Opinion How Gretchen Whitmer is quietly solving a big problem for Democrats
Passed through Michigan’s Democratic-controlled state legislature last month, the package would mandate the generation of electricity with 80 percent carbon-free sources by 2035 and 100 percent by 2040 — sources that can include wind, solar, nuclear and natural gas combined with carbon capture. While many states have such mandates, only a few require such a rapid transition; the New York Times reports that Michigan’s pace will rival that of California.
Crucially, the bills also require clean electricity jobs to match local prevailing wages and working conditions. The package creates a state office to help workers displaced by the energy transition move into new clean energy jobs.
To be sure, the measures are hardly perfect. Some environmentalists had demanded that the package phase out energy sources such as natural gas. And the bills were initially opposed by organized labor, because, at the outset, they lacked the pro-worker provisions.
Climate action tends to expose cracks in the Democratic coalition precisely because it aggravates existing tensions between the goals and interests of environmentalists and workers. But in a surprise, after long negotiations between the governor, labor advocates and Democrats in the state legislature, the end product pleased most climate activists and labor officials.

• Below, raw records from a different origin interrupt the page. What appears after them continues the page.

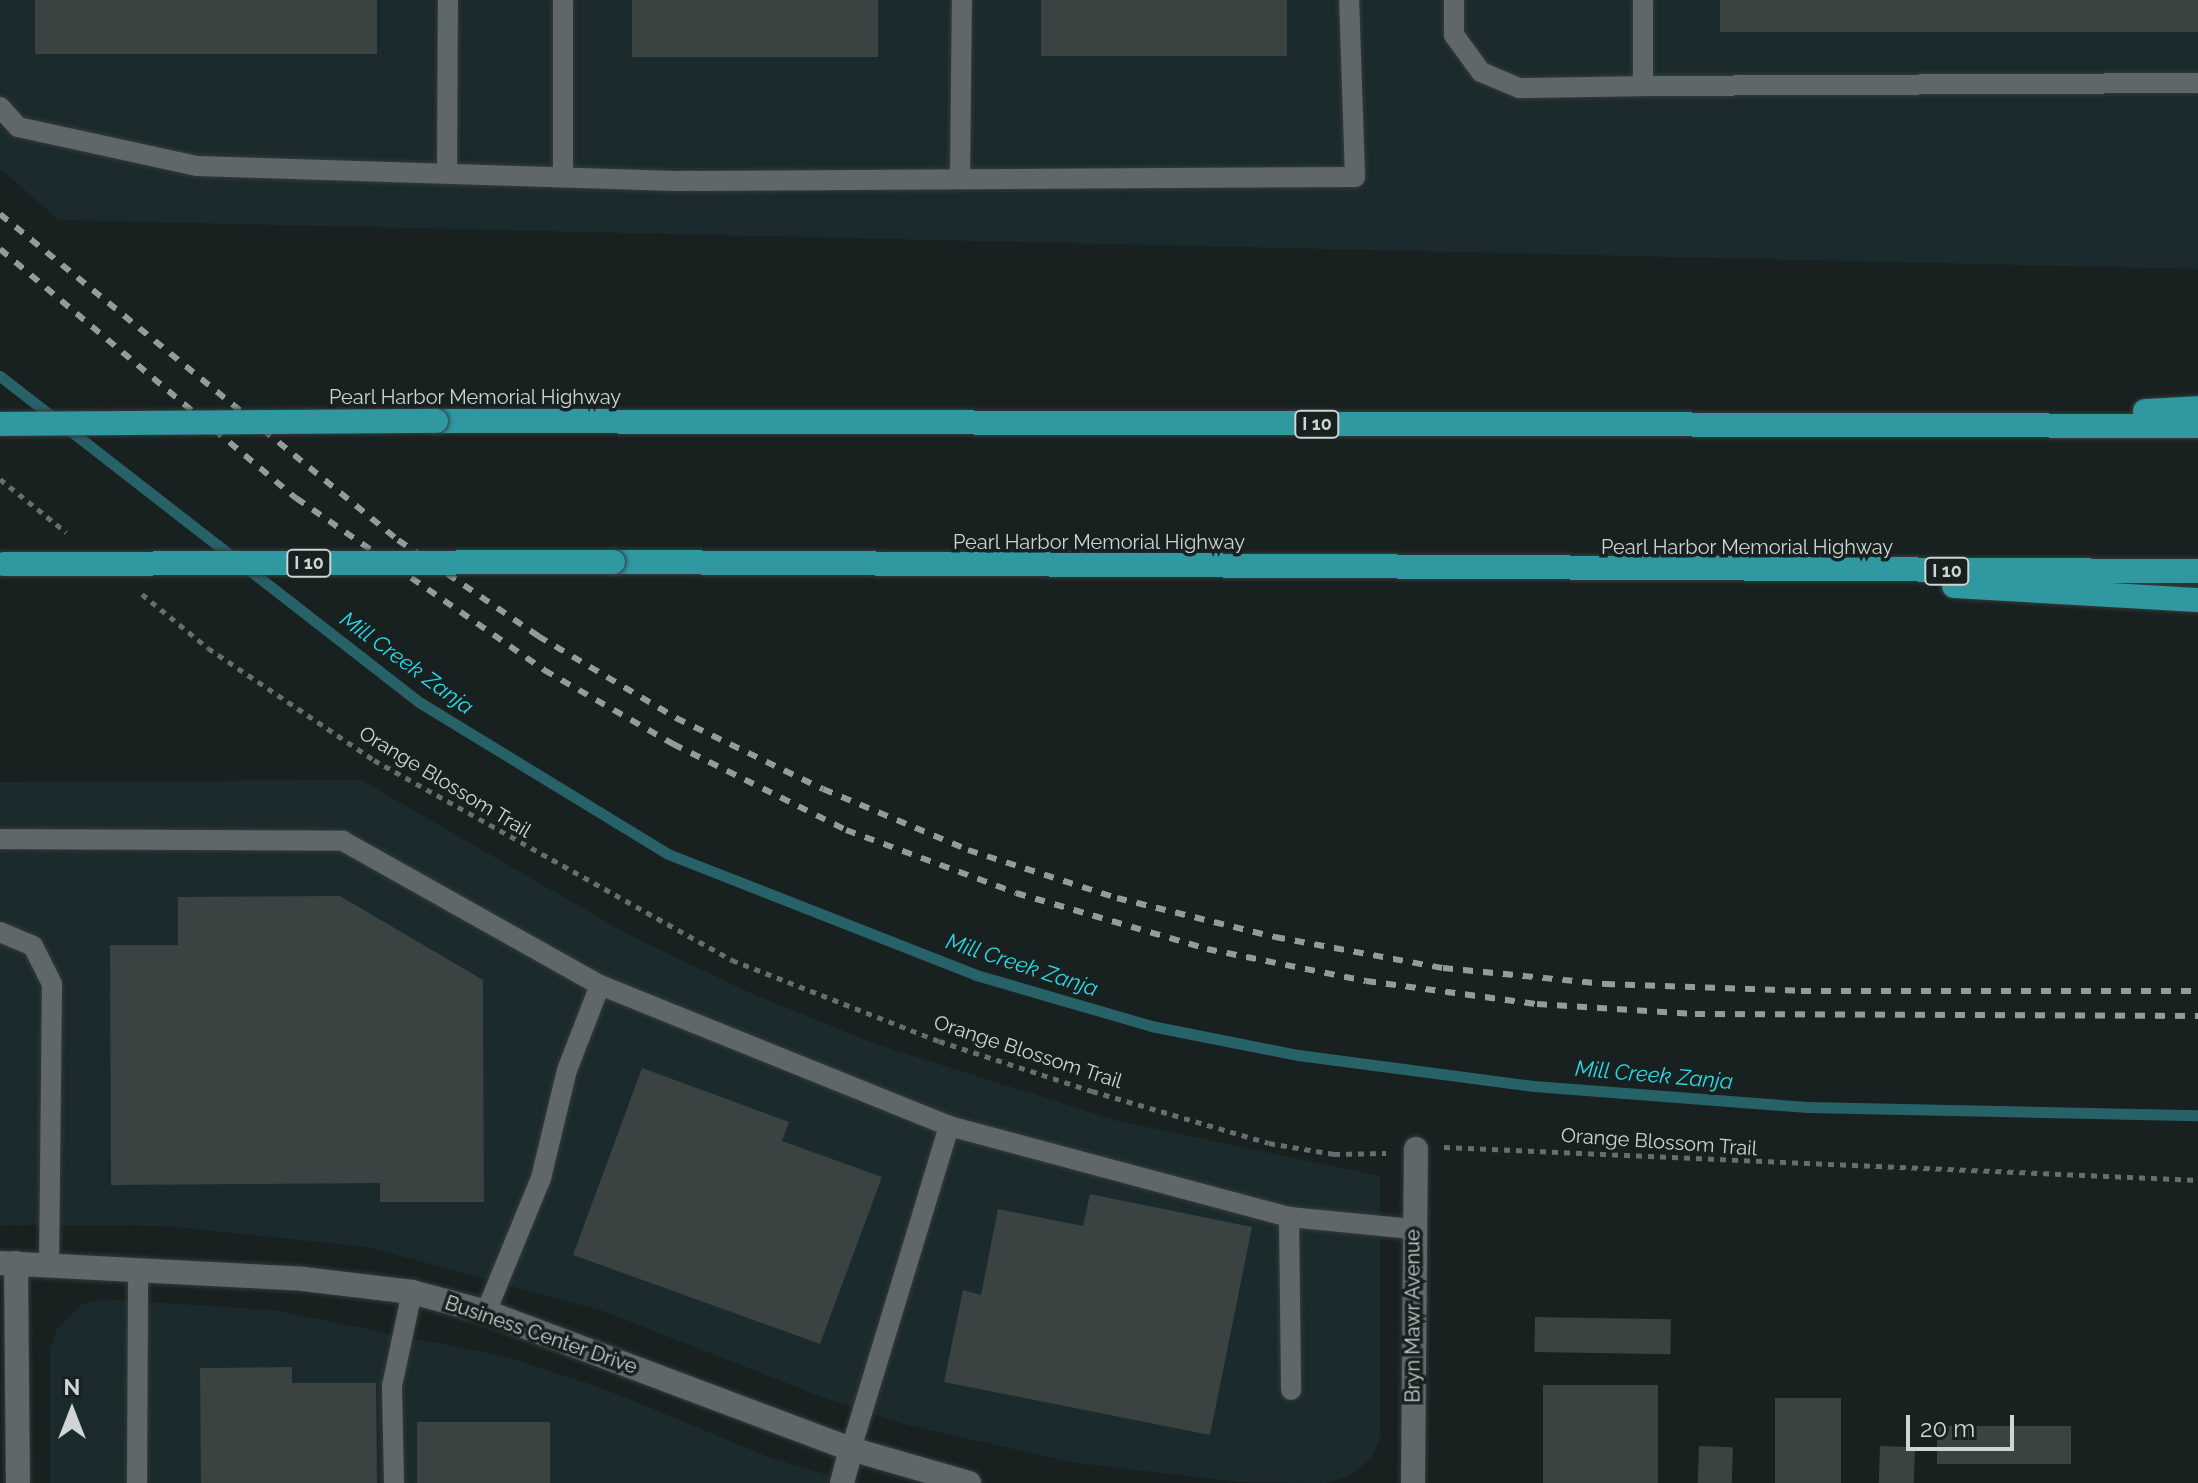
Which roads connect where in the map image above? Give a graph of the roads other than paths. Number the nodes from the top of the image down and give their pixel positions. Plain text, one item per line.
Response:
1 (448, 0) edge
2 (563, 0) edge
3 (962, 0) edge
4 (1349, 0) edge
5 (1454, 0) edge
6 (1643, 0) edge
7 (2198, 83) edge
8 (1643, 86) junction
9 (0, 107) edge
10 (447, 173) junction
11 (563, 177) junction
12 (960, 179) junction
13 (2198, 408) edge
14 (0, 424) edge
15 (1927, 426) junction
16 (2198, 426) edge
17 (2, 564) edge
18 (1696, 571) junction
19 (2198, 571) edge
20 (2198, 600) edge
21 (0, 839) edge
22 (0, 932) edge
23 (600, 985) junction
24 (949, 1126) junction
25 (1416, 1149) road end
26 (1289, 1217) junction
27 (1412, 1229) junction
28 (8, 1263) edge
29 (49, 1265) junction
30 (138, 1269) junction
31 (412, 1292) junction
32 (486, 1312) junction
33 (1291, 1390) dead end
34 (851, 1449) junction
35 (18, 1483) edge
36 (137, 1483) edge
37 (394, 1483) edge
38 (842, 1483) edge
39 (969, 1483) edge
40 (1413, 1483) edge

1 - 10 lane
2 - 11 lane
3 - 12 lane
4 - 12 lane
5 - 8 lane
6 - 8 lane
7 - 8 lane
9 - 10 lane
10 - 11 lane
11 - 12 lane
13 - 15 highway
14 - 15 highway, Pearl Harbor Memorial Highway / I 10, bridge
15 - 16 highway, Pearl Harbor Memorial Highway / I 10
17 - 18 highway, Pearl Harbor Memorial Highway / I 10, bridge
18 - 19 highway, Pearl Harbor Memorial Highway / I 10
18 - 20 highway
21 - 23 lane
22 - 29 lane
23 - 24 lane
23 - 32 lane
24 - 26 lane
24 - 34 lane
25 - 27 street, Bryn Mawr Avenue
26 - 27 lane
26 - 33 lane
27 - 40 street, Bryn Mawr Avenue
28 - 29 street, Business Center Drive
28 - 35 street
29 - 30 street, Business Center Drive
30 - 31 street, Business Center Drive
30 - 36 lane
31 - 32 street, Business Center Drive
31 - 37 lane
32 - 34 street, Business Center Drive
34 - 38 street
34 - 39 street, Business Center Drive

“Michigan is leading the way in creating high-road labor standards that protect good-paying jobs while providing a pathway to a clean energy future,” Ryan Sebolt, director of government affairs for the state’s AFL-CIO, told me. As energy work evolves, Sebolt said, the bills will ensure that these remain quality jobs “long into the future.”
That’s strikingly positive talk given that organized labor has long been skeptical that such a balance can be achieved. And it comes with good news on another front: United Auto Workers members are close to ratifying their new contracts with General Motors, Ford and Stellantis. These contracts will cover a large number of workers at electric-vehicle battery plants, another sign that the transition could translate into quality green-energy manufacturing jobs in the future.
All of this is very heartening stuff. If working people come to see that they have a stake in the green transition, it could help build durable political support for it over time.
“This is a multi-decade-long transition to remake the energy system,” said Jesse Jenkins, a climate expert at Princeton University. “The only way we’re going to accomplish that is if we sustain a political coalition to see that process through.”
Opponents of the green transition understand the fault lines in that coalition perfectly well. When former president Donald Trump traveled to Detroit to speak about the UAW strike, he railed that the transition to electric vehicles will ultimately destroy autoworkers’ livelihoods. Michigan, one of the three “blue wall” states that Trump won in 2016, is trending Democratic but will be heavily contested in 2024 with Trump making exactly that sort of appeal to the state’s industrial workers.
At the same time, Whitmer and Democrats are using the majorities they won in 2022 to pass a range of socially liberal measures — from new LGBTQ+ protections to repeal of an antiabortion statute — that are often said to be driving working-class voters from the party. But they are doing this while also appealing to workers’ material interests: Earlier this year, they repealed Michigan’s anti-union “right to work” bill, and now, they’re passing a climate bill that working people can learn to love.
If Michigan Democrats can win back working people by passing solid pro-labor legislation without abandoning the party’s deepest priorities on cultural issues — and defeat Trump in the industrial heartland — that would be a big step forward. But if they can also pull this off on climate, it could provide a model for more efforts to sell the green transition as a boon to workers in difficult political territory going forward.
And the stakes riding on getting that one right are impossible to overstate.